Bullying, I find to be one of the most contemptible of human frailties. It frightens me to see that the president of our country and his brother before him have bullied our people into submission, albeit the level of submission has altered. The prevalence of torture under Gayoom, the use of the police to beat, drag and pepper spray demonstrators, the unjust incarceration of political opponents by Yameen, the complete corruption and castration of the justice system by both the brothers so that they could do as they wished, are the acts of well seasoned bullies.
Take it from me, these are not sophisticated political manoeuvres or signs of strong leadership; they display the mindset of little boy- bullies who have aged but not matured.
In such a climate of bullying, is it any wonder that some of our men-folk believe might is right? Just as children imitate their parents, citizens imitate the tactics of their leaders. We are, as I stated earlier, natural born followers, hard wired to mimic those in authority, be it parents or leaders.

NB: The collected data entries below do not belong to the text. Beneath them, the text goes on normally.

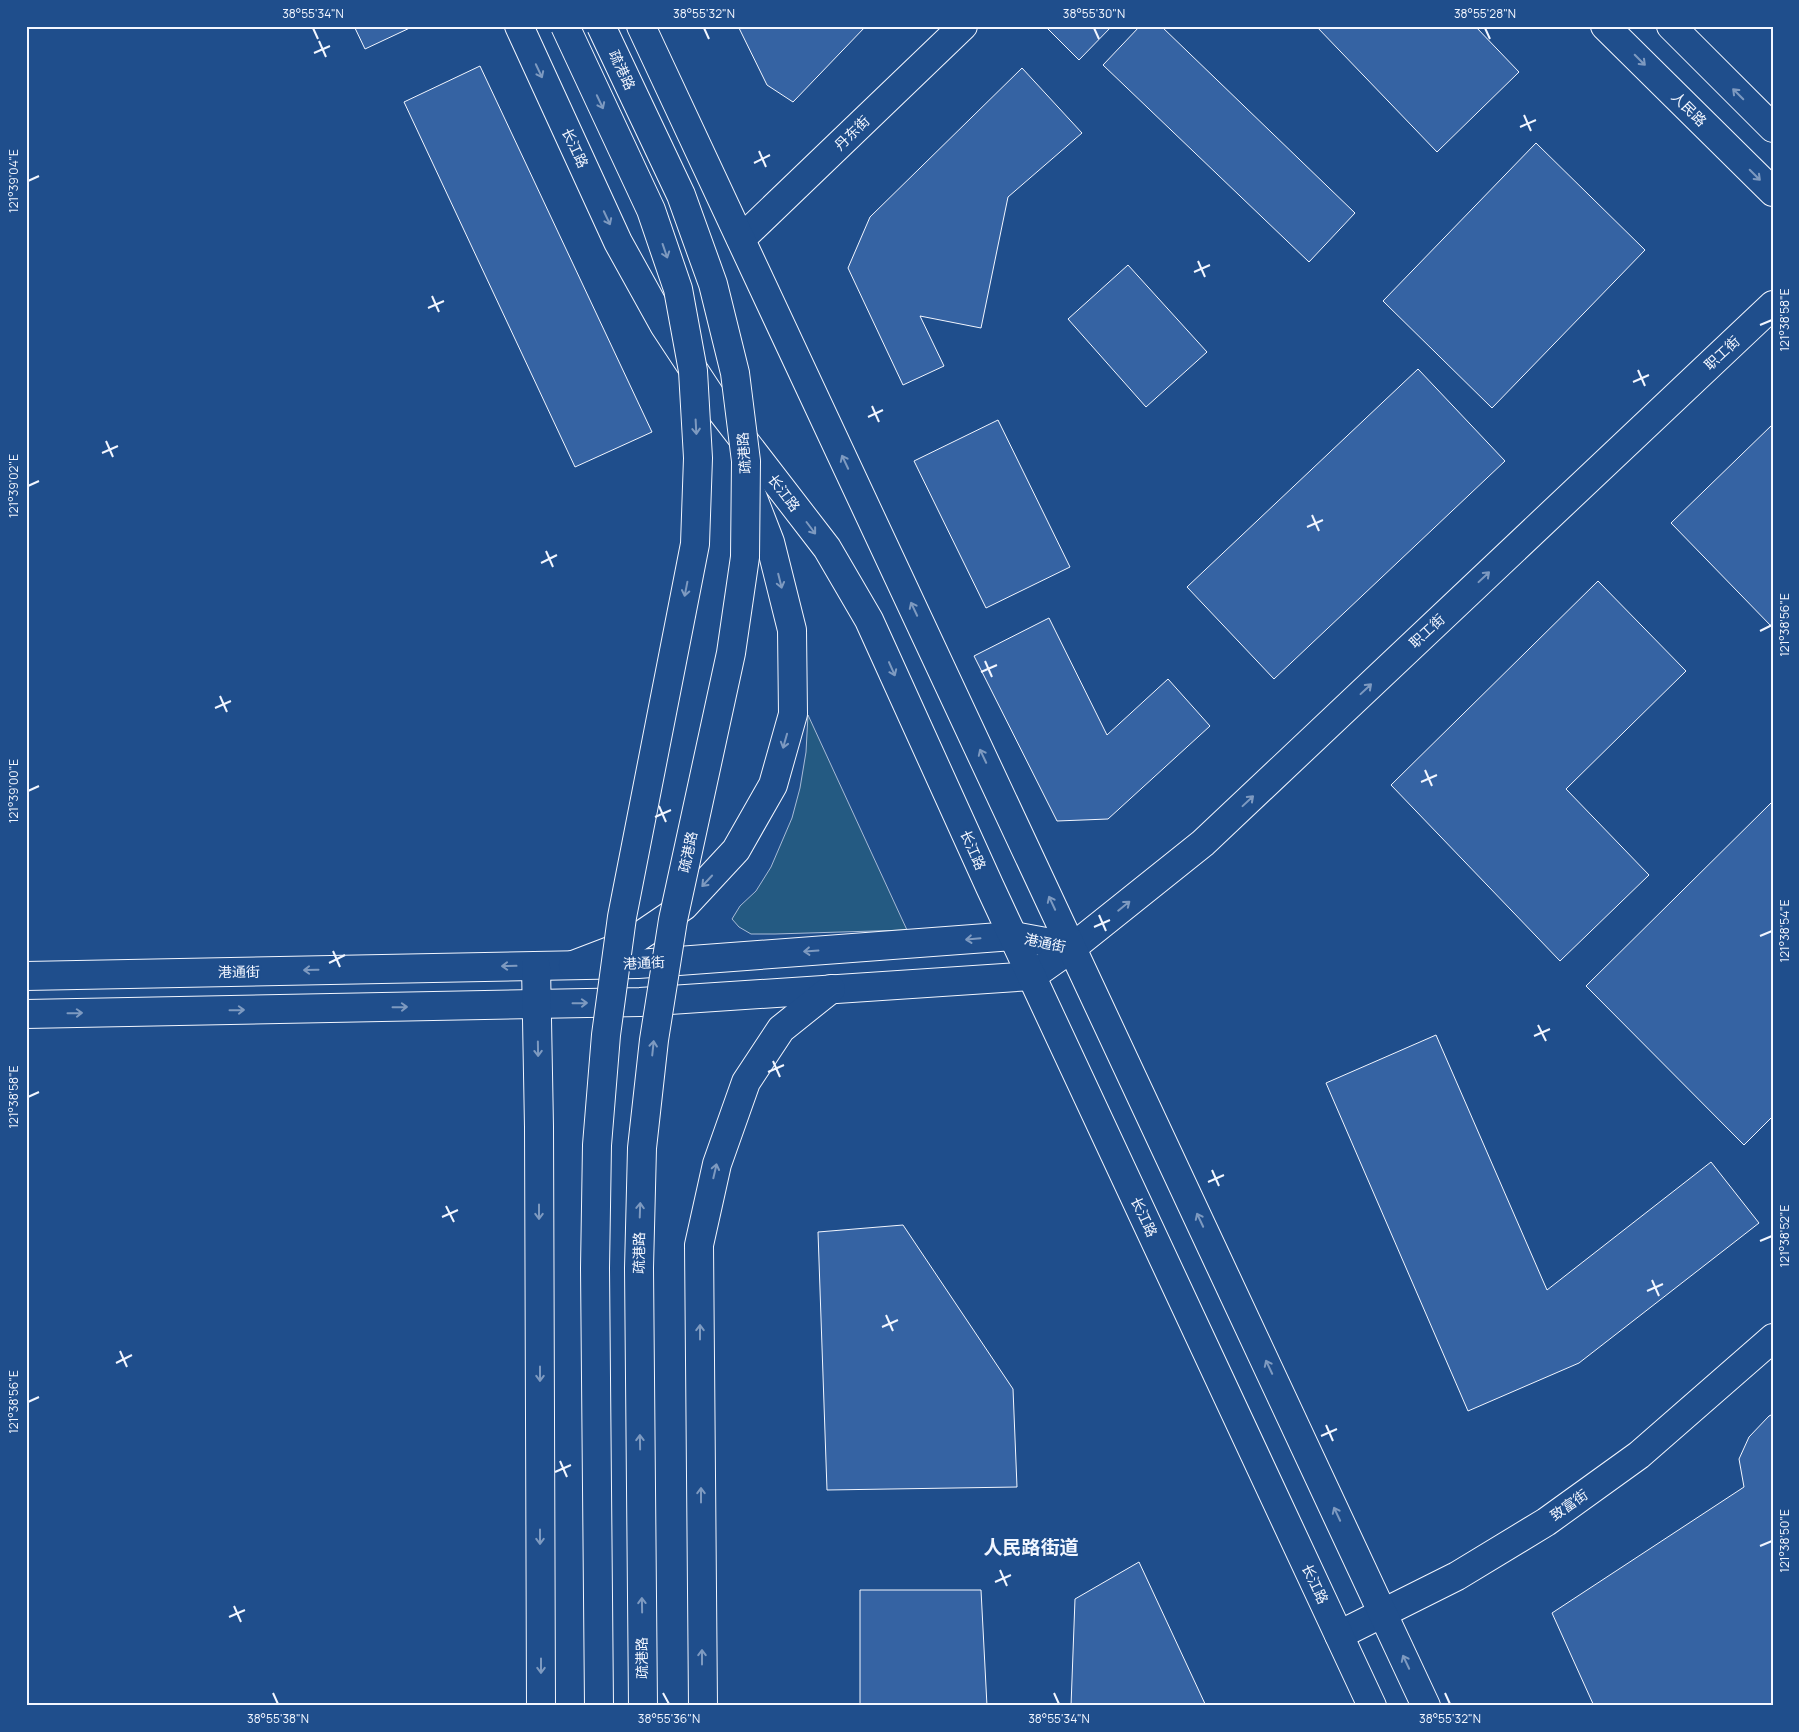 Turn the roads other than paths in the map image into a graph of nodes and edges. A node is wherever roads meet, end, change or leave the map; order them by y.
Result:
1 (519, 26) edge
2 (565, 26) edge
3 (601, 26) edge
4 (640, 26) edge
5 (963, 26) edge
6 (1605, 26) edge
7 (1671, 26) edge
8 (1773, 128) edge
9 (1773, 192) edge
10 (740, 239) junction
11 (1773, 304) edge
12 (716, 404) junction
13 (1013, 936) junction
14 (1073, 948) junction
15 (573, 965) junction
16 (536, 966) junction
17 (26, 976) edge
18 (1032, 976) junction
19 (831, 989) junction
20 (537, 1004) junction
21 (26, 1014) edge
22 (1773, 1338) edge
23 (1383, 1613) junction
24 (1338, 1635) junction
25 (541, 1706) edge
26 (599, 1706) edge
27 (643, 1706) edge
28 (703, 1706) edge
29 (1372, 1706) edge
30 (1426, 1706) edge

1 -> 12 main road, 长江路
2 -> 26 main road, bridge
27 -> 3 main road, 疏港路, bridge
4 - 10 main road
5 - 10 main road, 丹东街
6 -> 9 main road, 人民路
8 -> 7 main road
14 -> 10 main road
14 -> 11 main road, 职工街
12 -> 13 main road, 长江路
12 -> 15 main road
13 - 14 main road, 港通街
13 -> 15 main road, 港通街
13 - 18 main road, 长江路
14 - 18 main road, 港通街
23 -> 14 main road
15 - 16 main road, 港通街
16 -> 17 main road, 港通街
16 - 20 main road
18 - 19 main road
18 - 24 main road, 长江路
20 -> 19 main road
28 -> 19 main road
21 -> 20 main road
20 -> 25 main road
22 - 23 main road, 致富街
23 - 24 main road, 致富街
30 -> 23 main road
24 - 29 main road, 长江路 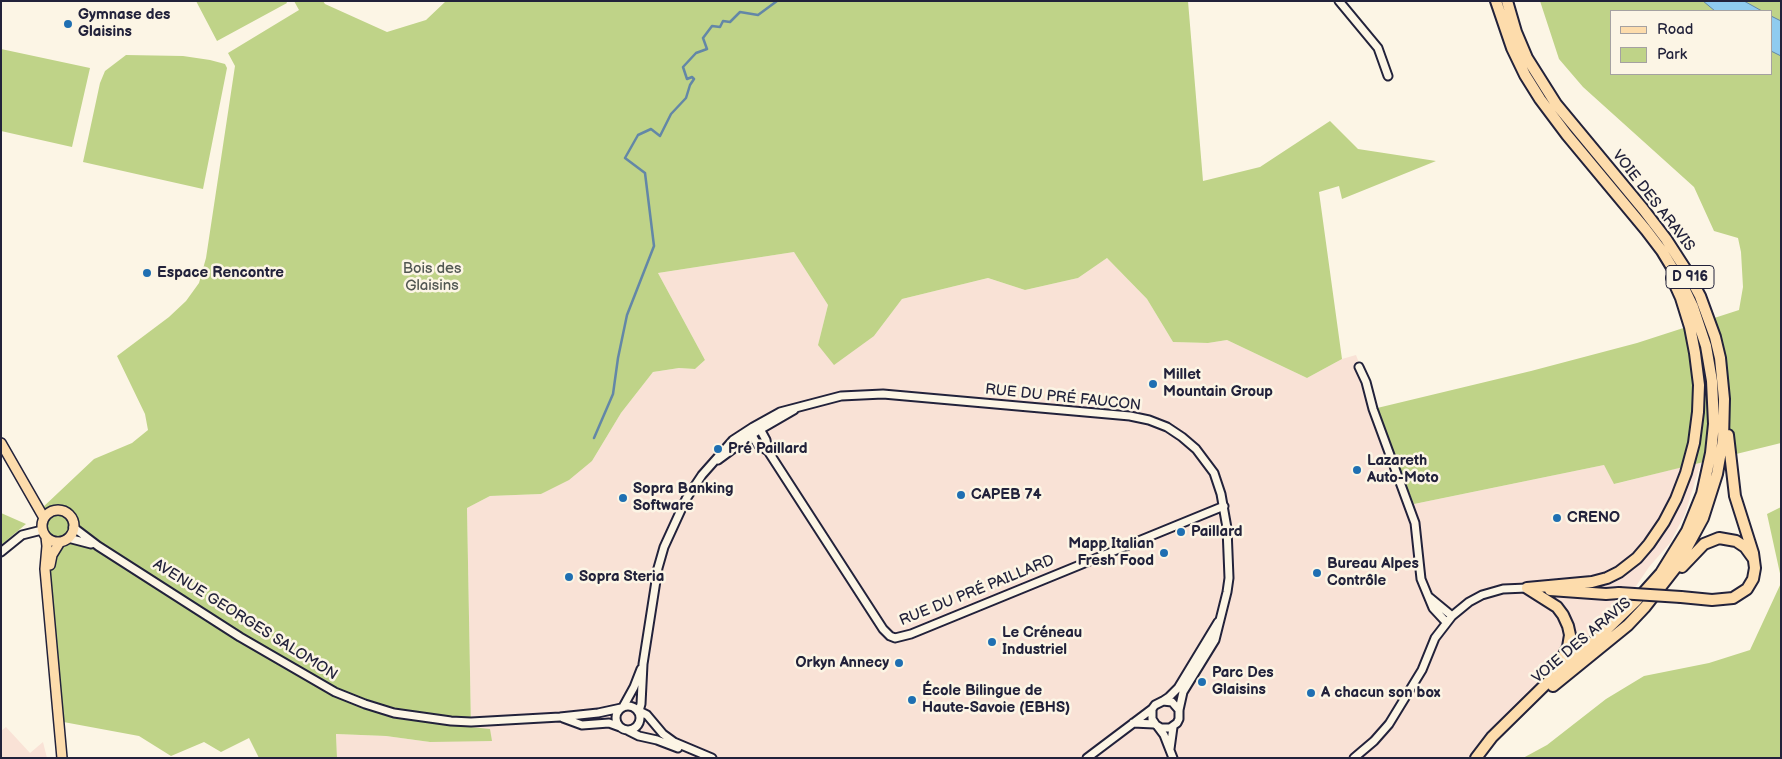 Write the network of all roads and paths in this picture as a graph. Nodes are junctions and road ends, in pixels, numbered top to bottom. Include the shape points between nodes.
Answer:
1 (1339, 1) edge
2 (1496, 1) edge
3 (1507, 1) edge
4 (1388, 76) dead end
5 (1652, 238) junction
6 (1359, 366) dead end
7 (1724, 399) junction
8 (802, 405) junction
9 (760, 429) junction
10 (752, 431) junction
11 (1, 443) edge
12 (768, 451) junction
13 (22, 480) junction
14 (1224, 506) junction
15 (53, 511) junction
16 (44, 518) junction
17 (73, 527) junction
18 (44, 533) junction
19 (64, 540) junction
20 (98, 546) junction
21 (1, 552) edge
22 (1754, 561) junction
23 (1600, 580) junction
24 (47, 585) junction
25 (1527, 588) junction
26 (1619, 593) junction
27 (1427, 595) junction
28 (1655, 595) junction
29 (1452, 616) junction
30 (1221, 618) junction
31 (1446, 622) junction
32 (643, 664) junction
33 (1550, 680) junction
34 (1163, 701) junction
35 (622, 707) junction
36 (1152, 709) junction
37 (1179, 710) junction
38 (639, 711) junction
39 (1514, 716) junction
40 (560, 717) junction
41 (58, 722) junction
42 (1133, 723) junction
43 (1156, 725) junction
44 (1173, 727) junction
45 (624, 728) junction
46 (1170, 750) junction
47 (56, 758) edge
48 (62, 758) edge
49 (699, 758) edge
50 (712, 758) edge
51 (1087, 758) edge
52 (1173, 758) edge
53 (1354, 758) edge
54 (1476, 758) edge

1 - 4 street via 1378,48
2 - 5 highway, VOIE DES ARAVIS / D 916 via 1512,48 1540,99
3 - 7 highway, VOIE DES ARAVIS / D 916 via 1516,32 1547,90 1643,209 1686,270 1700,296 1715,337
5 - 23 highway via 1681,298 1693,340 1699,385 1696,432 1682,486 1657,533 1626,568
5 - 33 highway, VOIE DES ARAVIS / D 916 via 1682,284 1706,346 1712,380 1714,434 1702,494 1686,531 1652,585 1600,637
6 - 27 street via 1415,523 1421,579
7 - 22 highway via 1734,488
7 - 28 highway, VOIE DES ARAVIS / D 916 via 1721,457 1705,510 1677,566
8 - 9 street, RUE DU PRÉ FAUCON
8 - 10 street, RUE DU PRÉ FAUCON via 780,412
8 - 14 street, RUE DU PRÉ FAUCON via 841,396 883,394 1141,418 1160,424 1196,449 1214,473
9 - 10 street
9 - 12 street, RUE DU PRÉ PAILLARD
10 - 12 street, RUE DU PRÉ PAILLARD via 757,444
10 - 32 street, RUE DU PRÉ FAUCON via 713,463 696,483 674,521 658,568
11 - 13 main road
12 - 14 street, RUE DU PRÉ PAILLARD via 883,629 895,638
13 - 15 main road
13 - 16 main road
14 - 30 street, RUE DU PRÉ FAUCON via 1229,578
15 - 16 main road
15 - 17 main road via 66,513
16 - 18 main road
17 - 19 main road
17 - 20 street, AVENUE GEORGES SALOMON
18 - 19 main road via 55,542
18 - 21 street via 22,535
18 - 24 main road
19 - 20 street, AVENUE GEORGES SALOMON
19 - 24 main road via 52,554
20 - 40 street, AVENUE GEORGES SALOMON via 240,637 335,692 365,704 394,713 451,721
22 - 26 highway, bridge via 1754,576 1744,592 1721,600
22 - 28 highway via 1736,541 1723,537 1712,539
23 - 25 highway
23 - 26 highway
24 - 41 main road
25 - 26 highway
25 - 29 street via 1482,595
25 - 33 highway via 1557,607 1568,626 1568,647
27 - 29 street
27 - 31 street via 1433,608
28 - 39 highway, VOIE DES ARAVIS / D 916 via 1628,624
29 - 31 street
30 - 34 street, RUE DU PRÉ FAUCON via 1178,688
30 - 37 street, RUE DU PRÉ FAUCON via 1215,640 1183,692
31 - 53 street via 1389,724
32 - 35 street, RUE DU PRÉ FAUCON
32 - 38 street, RUE DU PRÉ FAUCON
33 - 39 highway, VOIE DES ARAVIS / D 916
34 - 36 street
34 - 37 street via 1172,702
35 - 38 street via 633,706
35 - 40 street, AVENUE GEORGES SALOMON
35 - 45 street via 616,715 617,722
36 - 42 street
36 - 43 street
37 - 44 street via 1179,719
38 - 45 street via 638,725 633,729
38 - 50 street via 674,742
39 - 54 highway, VOIE DES ARAVIS / D 916
40 - 45 street, AVENUE GEORGES SALOMON via 582,725 609,723
41 - 47 main road
41 - 48 main road
42 - 43 street
42 - 51 street
43 - 44 street via 1166,729
43 - 46 street
44 - 46 street
45 - 49 street, AVENUE GEORGES SALOMON
46 - 52 street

To function effectively, all societies need norms and values. When the regime breaks these norms and values, they break the taboos that stop anti-social behaviour. The results are what we see all around us: gangs, killings, drugs and disappearances. This is a society following its leaders!
It is a process of desensitising and normalising until there is something VERY rotten in the state of the Maldives.
It does not take a huge stretch of imagination to fathom that a culture of bullying that seeps down from the top of the country would always work against the most vulnerable of our society- the women. Where else in the world would the Majority Leader of the ruling party, a male, spit a mouthful of water at a female opponent and the action be dismissed with ‘she deserved what she got’ by many of his party members?
Let’s wake up. ‘Planet 50-50 by 2030’is an impossibility in a country where the people at the top have opted to violate every code of decent behaviour. No amount of explanatory tweets or ‘thumbs down’ emoji can justify such an aberration of decency.
The regime is immoral. Its actions, its beliefs, its overt self- interest, its absolute disregard for the moral and physical welfare of its citizens makes it a leadership that displays the very worst of human characteristics: greed, dishonesty, hatred, distrust, jealousy, disloyalty. This is the leadership that the citizens are to learn from and follow!
As in the case of dysfunctional families, an amoral leadership normalises unacceptable behaviour for its followers. The pattern is often repeated again and again and again, generation after generation after generation and it is extremely hard to break the cycle.
What is scandalous is not just that the government is implicated in robbing the people of billions of American dollars. That is appalling enough, I agree. But, what we are also being robbed of is something a great deal more pressing and profound. They are robbing us of our moral radar- the ability to function as decent human beings.
Latheef Ahmed Verall is an educator, working in the New Zealand. She is former President Mohamed Nasheed’s maternal aunt.